Software developers usually consider hardware errors as negligible when writing their code. However, the continuous miniaturization of transistors vaticinated by Moore’s law and the attempt to achieve higher frequencies, among other factors, are making circuits less reliable. Despite all the error correction mechanisms this can have a real impact in information consistency leading to misbehaviors called soft errors.
Soft errors are clearly undesirable. But what if we start making hardware that is unreliable by design? Although this may seem an awkward idea, in a recent interview, the Director of the Institute of Microengineering at École Polytechnique Fédérale de Lausanne argues that “We should stop designing perfect circuits” (the full interview can be found here). As he explains, error correction mechanisms conceived to deal with higher error rates may cancel gains in size and power consumption achieved by smaller transistors. Therefore, he proposes following the trend of “good enough engineering” resulting in the design of unreliable circuits which are smaller, less expensive and have lower power consumption. These can be applied in fields which naturally tolerate some inaccuracy such as image and audio processing or graphical systems. For instance, a researcher of MIT’s Media Lab has used an unreliable processor to handle more than 100,000 hours of video recordings.
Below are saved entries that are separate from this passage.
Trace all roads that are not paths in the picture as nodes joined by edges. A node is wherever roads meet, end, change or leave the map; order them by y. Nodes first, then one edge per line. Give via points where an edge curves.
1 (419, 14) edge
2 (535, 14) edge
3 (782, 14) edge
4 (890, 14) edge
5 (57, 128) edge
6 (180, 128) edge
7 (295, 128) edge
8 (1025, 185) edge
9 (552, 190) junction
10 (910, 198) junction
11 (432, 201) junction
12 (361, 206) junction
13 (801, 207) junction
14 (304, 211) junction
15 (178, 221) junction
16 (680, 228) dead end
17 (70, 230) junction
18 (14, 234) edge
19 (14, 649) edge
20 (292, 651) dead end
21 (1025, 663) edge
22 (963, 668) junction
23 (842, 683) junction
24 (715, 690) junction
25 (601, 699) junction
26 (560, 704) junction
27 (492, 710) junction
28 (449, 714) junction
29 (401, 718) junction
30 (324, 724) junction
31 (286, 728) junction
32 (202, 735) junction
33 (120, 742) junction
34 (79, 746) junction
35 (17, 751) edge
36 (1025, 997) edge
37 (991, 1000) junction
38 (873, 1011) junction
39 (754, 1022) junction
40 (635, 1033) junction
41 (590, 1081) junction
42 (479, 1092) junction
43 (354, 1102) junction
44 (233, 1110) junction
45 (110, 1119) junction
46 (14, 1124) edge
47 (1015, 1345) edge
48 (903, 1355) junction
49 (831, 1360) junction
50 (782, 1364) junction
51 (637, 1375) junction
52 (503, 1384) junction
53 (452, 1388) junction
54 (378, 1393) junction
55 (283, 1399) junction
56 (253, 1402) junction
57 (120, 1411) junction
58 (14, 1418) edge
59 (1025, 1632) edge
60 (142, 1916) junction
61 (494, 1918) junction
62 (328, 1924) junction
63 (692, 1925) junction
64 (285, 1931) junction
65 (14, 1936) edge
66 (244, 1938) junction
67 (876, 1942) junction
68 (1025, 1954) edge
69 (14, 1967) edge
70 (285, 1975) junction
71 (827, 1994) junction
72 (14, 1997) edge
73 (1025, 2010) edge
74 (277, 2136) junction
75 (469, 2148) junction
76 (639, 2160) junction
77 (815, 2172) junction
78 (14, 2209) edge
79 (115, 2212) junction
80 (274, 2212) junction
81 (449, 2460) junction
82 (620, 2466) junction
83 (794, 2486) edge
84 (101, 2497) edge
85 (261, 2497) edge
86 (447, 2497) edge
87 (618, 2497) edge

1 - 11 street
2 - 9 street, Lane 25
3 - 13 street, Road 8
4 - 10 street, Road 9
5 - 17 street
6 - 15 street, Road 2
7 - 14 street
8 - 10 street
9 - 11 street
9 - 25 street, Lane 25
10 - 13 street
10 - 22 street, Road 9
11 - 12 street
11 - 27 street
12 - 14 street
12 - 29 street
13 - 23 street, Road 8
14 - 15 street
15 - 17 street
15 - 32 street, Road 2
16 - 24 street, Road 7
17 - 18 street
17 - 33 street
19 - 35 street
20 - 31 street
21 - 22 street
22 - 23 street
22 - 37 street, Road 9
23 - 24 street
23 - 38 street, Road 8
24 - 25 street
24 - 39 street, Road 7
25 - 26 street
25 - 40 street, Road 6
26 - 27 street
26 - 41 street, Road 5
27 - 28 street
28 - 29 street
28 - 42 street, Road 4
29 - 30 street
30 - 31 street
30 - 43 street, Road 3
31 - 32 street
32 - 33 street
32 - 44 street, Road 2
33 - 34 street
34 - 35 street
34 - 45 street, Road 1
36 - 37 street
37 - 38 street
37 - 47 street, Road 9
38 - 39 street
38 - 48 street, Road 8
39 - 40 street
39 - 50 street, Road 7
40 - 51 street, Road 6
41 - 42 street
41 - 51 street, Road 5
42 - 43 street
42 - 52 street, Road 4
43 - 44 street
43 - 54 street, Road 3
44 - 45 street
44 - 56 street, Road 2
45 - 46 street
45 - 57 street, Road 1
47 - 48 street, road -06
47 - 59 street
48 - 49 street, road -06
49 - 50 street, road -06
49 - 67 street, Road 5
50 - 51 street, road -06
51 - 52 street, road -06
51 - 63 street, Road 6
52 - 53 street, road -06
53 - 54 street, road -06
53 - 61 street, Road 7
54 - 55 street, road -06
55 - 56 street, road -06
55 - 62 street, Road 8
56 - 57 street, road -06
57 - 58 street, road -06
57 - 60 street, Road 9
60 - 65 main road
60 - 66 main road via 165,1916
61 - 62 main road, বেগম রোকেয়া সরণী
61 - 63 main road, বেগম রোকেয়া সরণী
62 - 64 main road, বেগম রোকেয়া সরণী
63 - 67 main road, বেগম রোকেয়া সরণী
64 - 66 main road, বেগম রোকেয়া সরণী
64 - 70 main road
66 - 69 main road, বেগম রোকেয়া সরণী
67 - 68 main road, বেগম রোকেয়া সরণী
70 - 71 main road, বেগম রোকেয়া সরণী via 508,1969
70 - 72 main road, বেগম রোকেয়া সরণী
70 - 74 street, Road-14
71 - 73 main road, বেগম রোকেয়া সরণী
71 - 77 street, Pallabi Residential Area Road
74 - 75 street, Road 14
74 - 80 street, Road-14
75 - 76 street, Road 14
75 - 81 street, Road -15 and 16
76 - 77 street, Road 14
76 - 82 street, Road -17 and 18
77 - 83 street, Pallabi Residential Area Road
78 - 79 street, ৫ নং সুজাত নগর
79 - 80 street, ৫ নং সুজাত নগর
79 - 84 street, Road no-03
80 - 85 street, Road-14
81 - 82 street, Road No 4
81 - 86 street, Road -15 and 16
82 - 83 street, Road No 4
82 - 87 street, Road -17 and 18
How this “good enough engineering” trend applies to software is starting to be evaluated. A research group at MIT’s Computer Science and Artificial Intelligence Laboratory has developed a framework called Rely that “enables software developers to specify when errors may be tolerable. The system then calculates the probability that the software will perform as it’s intended.” This calculus relies on the specification of failure rates of individual machine instructions.
In Computer Science this is a new area that poses new challenges and interesting questions. Can we reason in an abstract model about the resilience of an algorithm to failures when these are intrinsic of the concrete hardware?
A certain parallel can be drawn with real-time systems which obey to timing constraints, but actual time is a property of the run-time system. In the case of programs in presence of failures, the constraints are imposed on the tolerance (margin of error) of the output, which shifts the algorithm analysis to a more quantitative approach.
An abstract model would allow us to analyze which algorithms are more resilient, i.e., less likely to be affected by underlying failures, or to determine how the composition of individual components affects the behavior of the overall system. In the context of HASLab this can help to answer a challenging question: what is the meaning of high-assurance software when the hardware is unreliable?